*Data listing:*
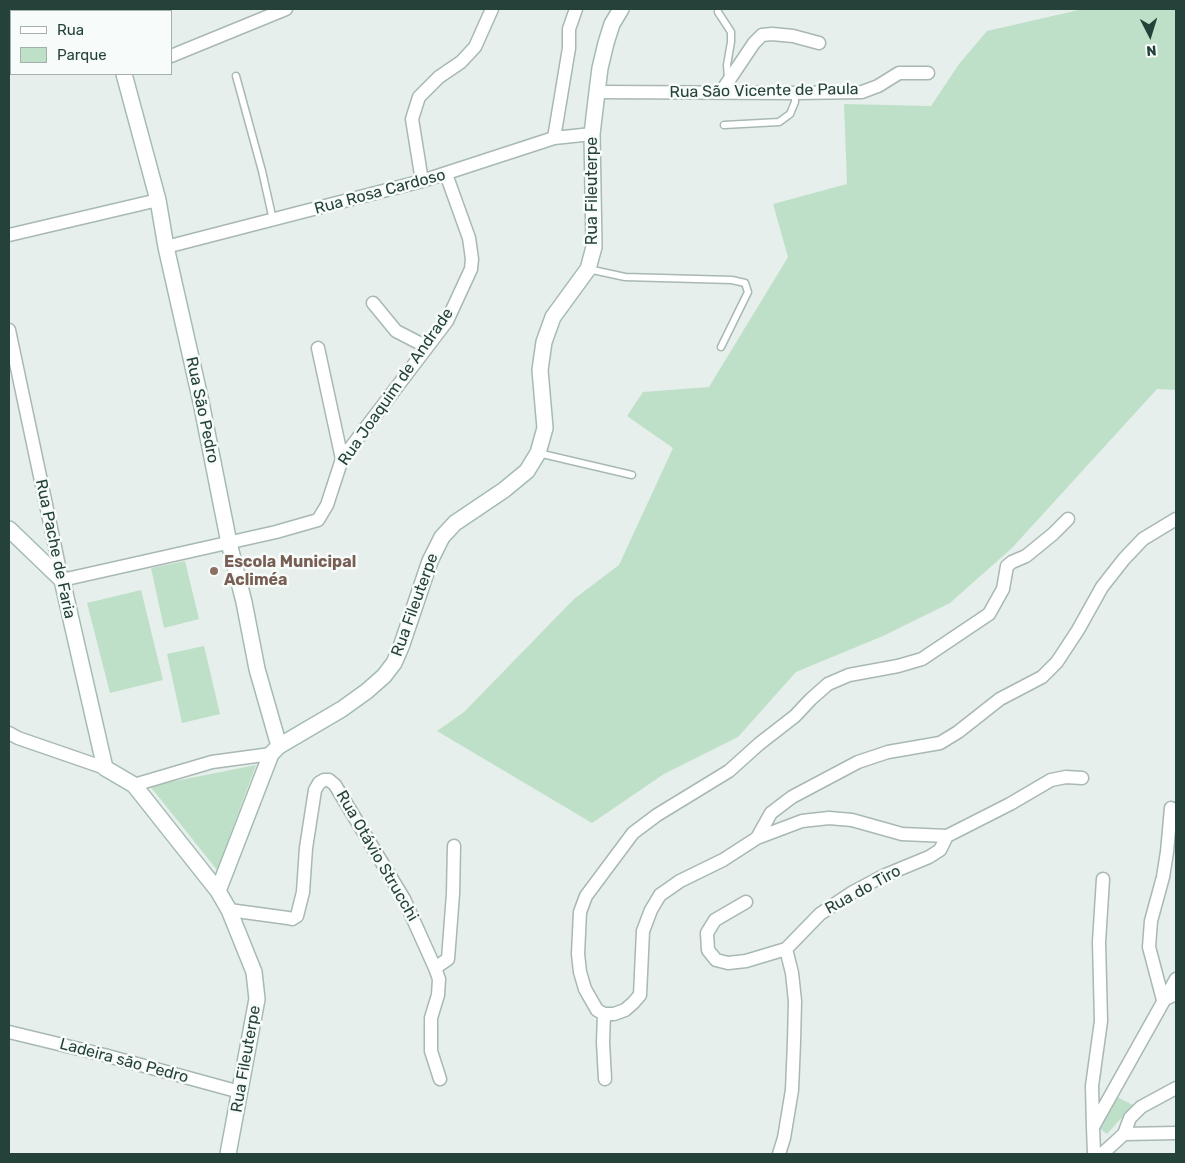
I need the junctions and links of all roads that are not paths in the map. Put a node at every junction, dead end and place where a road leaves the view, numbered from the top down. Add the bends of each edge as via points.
1 (286, 9) edge
2 (492, 9) edge
3 (576, 9) edge
4 (621, 9) edge
5 (718, 12) dead end
6 (819, 44) dead end
7 (172, 56) edge
8 (928, 73) dead end
9 (125, 75) edge
10 (236, 76) dead end
11 (728, 80) junction
12 (597, 92) junction
13 (720, 92) junction
14 (795, 93) junction
15 (724, 125) dead end
16 (592, 134) junction
17 (554, 138) junction
18 (446, 174) junction
19 (422, 181) junction
20 (158, 200) junction
21 (273, 220) junction
22 (9, 235) edge
23 (166, 247) junction
24 (588, 268) junction
25 (373, 303) dead end
26 (9, 330) edge
27 (426, 347) junction
28 (318, 348) dead end
29 (721, 348) dead end
30 (538, 453) junction
31 (342, 458) junction
32 (632, 475) dead end
33 (1176, 518) edge
34 (1068, 519) dead end
35 (9, 528) edge
36 (229, 543) junction
37 (62, 580) junction
38 (9, 733) edge
39 (275, 750) junction
40 (105, 768) junction
41 (1082, 778) dead end
42 (134, 785) junction
43 (1171, 808) dead end
44 (947, 836) junction
45 (757, 838) junction
46 (454, 846) dead end
47 (1103, 879) dead end
48 (218, 891) junction
49 (746, 902) dead end
50 (229, 910) junction
51 (786, 949) junction
52 (435, 968) junction
53 (1176, 979) edge
54 (1176, 994) edge
55 (1163, 1000) junction
56 (604, 1014) junction
57 (9, 1032) edge
58 (605, 1078) dead end
59 (440, 1079) dead end
60 (1176, 1088) edge
61 (240, 1092) junction
62 (1093, 1127) junction
63 (1176, 1133) edge
64 (1124, 1134) junction
65 (228, 1154) edge
66 (779, 1154) edge
67 (1094, 1154) edge
68 (1102, 1154) edge

1 - 7 street
2 - 19 street via 475,47 419,97 412,119
3 - 17 street via 569,29 569,48
4 - 12 main road, Rua Fileuterpe via 606,43
5 - 11 lane via 730,32
6 - 11 street via 793,36 762,35
8 - 14 street, Rua São Vicente de Paula via 899,73 862,92
9 - 20 main road, Rua São Pedro
10 - 21 lane
11 - 13 street
12 - 13 street, Rua São Vicente de Paula
12 - 16 main road, Rua Fileuterpe
13 - 14 street, Rua São Vicente de Paula
14 - 15 lane via 790,114 780,122
16 - 17 street, Rua Rosa Cardoso
16 - 24 main road, Rua Fileuterpe via 594,247
17 - 18 street, Rua Rosa Cardoso
18 - 19 street, Rua Rosa Cardoso
18 - 27 street, Rua Joaquim de Andrade via 469,238 472,259 447,321
19 - 21 street, Rua Rosa Cardoso
20 - 22 street
20 - 23 main road, Rua São Pedro
21 - 23 street, Rua Rosa Cardoso
23 - 36 main road, Rua São Pedro
24 - 29 lane via 625,277 745,283 748,292
24 - 30 main road, Rua Fileuterpe via 553,317 544,342 540,370 545,428
25 - 27 street via 396,331
26 - 37 street, Rua Pache de Faria
27 - 31 street, Rua Joaquim de Andrade
28 - 31 street
30 - 32 lane
30 - 39 main road, Rua Fileuterpe via 527,471 455,524 442,538 430,560 401,647 384,676 342,709
31 - 36 street, Rua Joaquim de Andrade via 327,505 318,520
33 - 45 street via 1143,539 1124,559 1102,587 1057,662 1042,677 1000,699 940,743 888,752 858,762 792,797 771,813
34 - 56 street via 1026,556 1007,566 998,600 989,614 967,630 922,659 849,675 828,684 729,771 633,833 586,896 580,912 580,972 596,1010
35 - 37 main road
36 - 37 street, Rua Joaquim de Andrade
36 - 39 main road, Rua São Pedro
37 - 40 main road, Rua Pache de Faria
38 - 40 street
39 - 42 street via 212,762
39 - 48 main road
40 - 42 main road
41 - 44 street, Rua do Tiro via 1051,780
42 - 48 main road, Rua Fileuterpe
43 - 55 street via 1167,852 1151,921 1149,947
44 - 45 street via 902,834 852,820 829,818 802,821
44 - 51 street, Rua do Tiro via 940,850 929,857 883,876 820,914
45 - 56 street via 660,895 650,910 643,931 640,995 625,1010
46 - 52 street via 448,959
47 - 62 street via 1098,942 1101,1022 1092,1086
48 - 50 main road, Rua Fileuterpe
49 - 51 street, Rua do Tiro via 715,920 707,933 708,950 716,960 728,963 746,961
50 - 52 street, Rua Otávio Strucchi via 288,918 297,916 315,790 319,783 329,780 342,794 404,900
50 - 61 main road, Rua Fileuterpe via 254,972 257,999
51 - 66 street via 795,1001 794,1042 792,1090
52 - 59 street, Rua Otávio Strucchi via 439,979 431,1036
53 - 55 street
54 - 55 street
55 - 62 street
56 - 58 street
57 - 61 street, Ladeira são Pedro
60 - 64 street via 1141,1107 1130,1118
61 - 65 main road, Rua Fileuterpe
62 - 67 street
63 - 64 street
64 - 68 street

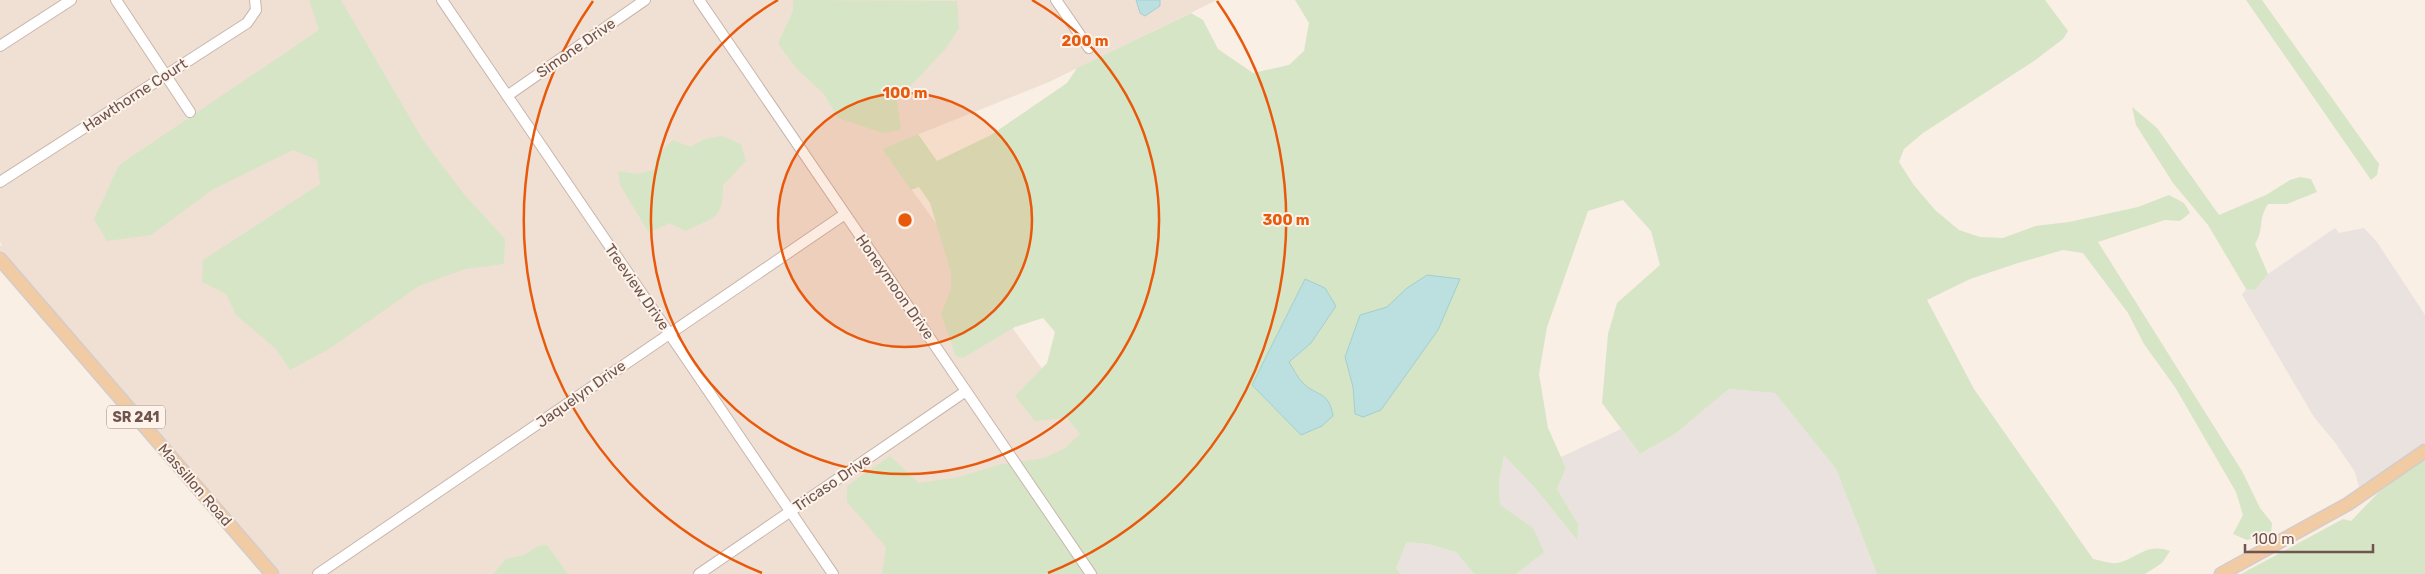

*Exercise details:*
Return all the data exactly, and keep the pictures out.

*Solution for this exercise:*
I need the junctions and links of all roads that are not paths in the map. Put a node at every junction, dead end and place where a road leaves the view, numbered from the top down. Add the bends of each edge as via points.
1 (286, 9) edge
2 (492, 9) edge
3 (576, 9) edge
4 (621, 9) edge
5 (718, 12) dead end
6 (819, 44) dead end
7 (172, 56) edge
8 (928, 73) dead end
9 (125, 75) edge
10 (236, 76) dead end
11 (728, 80) junction
12 (597, 92) junction
13 (720, 92) junction
14 (795, 93) junction
15 (724, 125) dead end
16 (592, 134) junction
17 (554, 138) junction
18 (446, 174) junction
19 (422, 181) junction
20 (158, 200) junction
21 (273, 220) junction
22 (9, 235) edge
23 (166, 247) junction
24 (588, 268) junction
25 (373, 303) dead end
26 (9, 330) edge
27 (426, 347) junction
28 (318, 348) dead end
29 (721, 348) dead end
30 (538, 453) junction
31 (342, 458) junction
32 (632, 475) dead end
33 (1176, 518) edge
34 (1068, 519) dead end
35 (9, 528) edge
36 (229, 543) junction
37 (62, 580) junction
38 (9, 733) edge
39 (275, 750) junction
40 (105, 768) junction
41 (1082, 778) dead end
42 (134, 785) junction
43 (1171, 808) dead end
44 (947, 836) junction
45 (757, 838) junction
46 (454, 846) dead end
47 (1103, 879) dead end
48 (218, 891) junction
49 (746, 902) dead end
50 (229, 910) junction
51 (786, 949) junction
52 (435, 968) junction
53 (1176, 979) edge
54 (1176, 994) edge
55 (1163, 1000) junction
56 (604, 1014) junction
57 (9, 1032) edge
58 (605, 1078) dead end
59 (440, 1079) dead end
60 (1176, 1088) edge
61 (240, 1092) junction
62 (1093, 1127) junction
63 (1176, 1133) edge
64 (1124, 1134) junction
65 (228, 1154) edge
66 (779, 1154) edge
67 (1094, 1154) edge
68 (1102, 1154) edge

1 - 7 street
2 - 19 street via 475,47 419,97 412,119
3 - 17 street via 569,29 569,48
4 - 12 main road, Rua Fileuterpe via 606,43
5 - 11 lane via 730,32
6 - 11 street via 793,36 762,35
8 - 14 street, Rua São Vicente de Paula via 899,73 862,92
9 - 20 main road, Rua São Pedro
10 - 21 lane
11 - 13 street
12 - 13 street, Rua São Vicente de Paula
12 - 16 main road, Rua Fileuterpe
13 - 14 street, Rua São Vicente de Paula
14 - 15 lane via 790,114 780,122
16 - 17 street, Rua Rosa Cardoso
16 - 24 main road, Rua Fileuterpe via 594,247
17 - 18 street, Rua Rosa Cardoso
18 - 19 street, Rua Rosa Cardoso
18 - 27 street, Rua Joaquim de Andrade via 469,238 472,259 447,321
19 - 21 street, Rua Rosa Cardoso
20 - 22 street
20 - 23 main road, Rua São Pedro
21 - 23 street, Rua Rosa Cardoso
23 - 36 main road, Rua São Pedro
24 - 29 lane via 625,277 745,283 748,292
24 - 30 main road, Rua Fileuterpe via 553,317 544,342 540,370 545,428
25 - 27 street via 396,331
26 - 37 street, Rua Pache de Faria
27 - 31 street, Rua Joaquim de Andrade
28 - 31 street
30 - 32 lane
30 - 39 main road, Rua Fileuterpe via 527,471 455,524 442,538 430,560 401,647 384,676 342,709
31 - 36 street, Rua Joaquim de Andrade via 327,505 318,520
33 - 45 street via 1143,539 1124,559 1102,587 1057,662 1042,677 1000,699 940,743 888,752 858,762 792,797 771,813
34 - 56 street via 1026,556 1007,566 998,600 989,614 967,630 922,659 849,675 828,684 729,771 633,833 586,896 580,912 580,972 596,1010
35 - 37 main road
36 - 37 street, Rua Joaquim de Andrade
36 - 39 main road, Rua São Pedro
37 - 40 main road, Rua Pache de Faria
38 - 40 street
39 - 42 street via 212,762
39 - 48 main road
40 - 42 main road
41 - 44 street, Rua do Tiro via 1051,780
42 - 48 main road, Rua Fileuterpe
43 - 55 street via 1167,852 1151,921 1149,947
44 - 45 street via 902,834 852,820 829,818 802,821
44 - 51 street, Rua do Tiro via 940,850 929,857 883,876 820,914
45 - 56 street via 660,895 650,910 643,931 640,995 625,1010
46 - 52 street via 448,959
47 - 62 street via 1098,942 1101,1022 1092,1086
48 - 50 main road, Rua Fileuterpe
49 - 51 street, Rua do Tiro via 715,920 707,933 708,950 716,960 728,963 746,961
50 - 52 street, Rua Otávio Strucchi via 288,918 297,916 315,790 319,783 329,780 342,794 404,900
50 - 61 main road, Rua Fileuterpe via 254,972 257,999
51 - 66 street via 795,1001 794,1042 792,1090
52 - 59 street, Rua Otávio Strucchi via 439,979 431,1036
53 - 55 street
54 - 55 street
55 - 62 street
56 - 58 street
57 - 61 street, Ladeira são Pedro
60 - 64 street via 1141,1107 1130,1118
61 - 65 main road, Rua Fileuterpe
62 - 67 street
63 - 64 street
64 - 68 street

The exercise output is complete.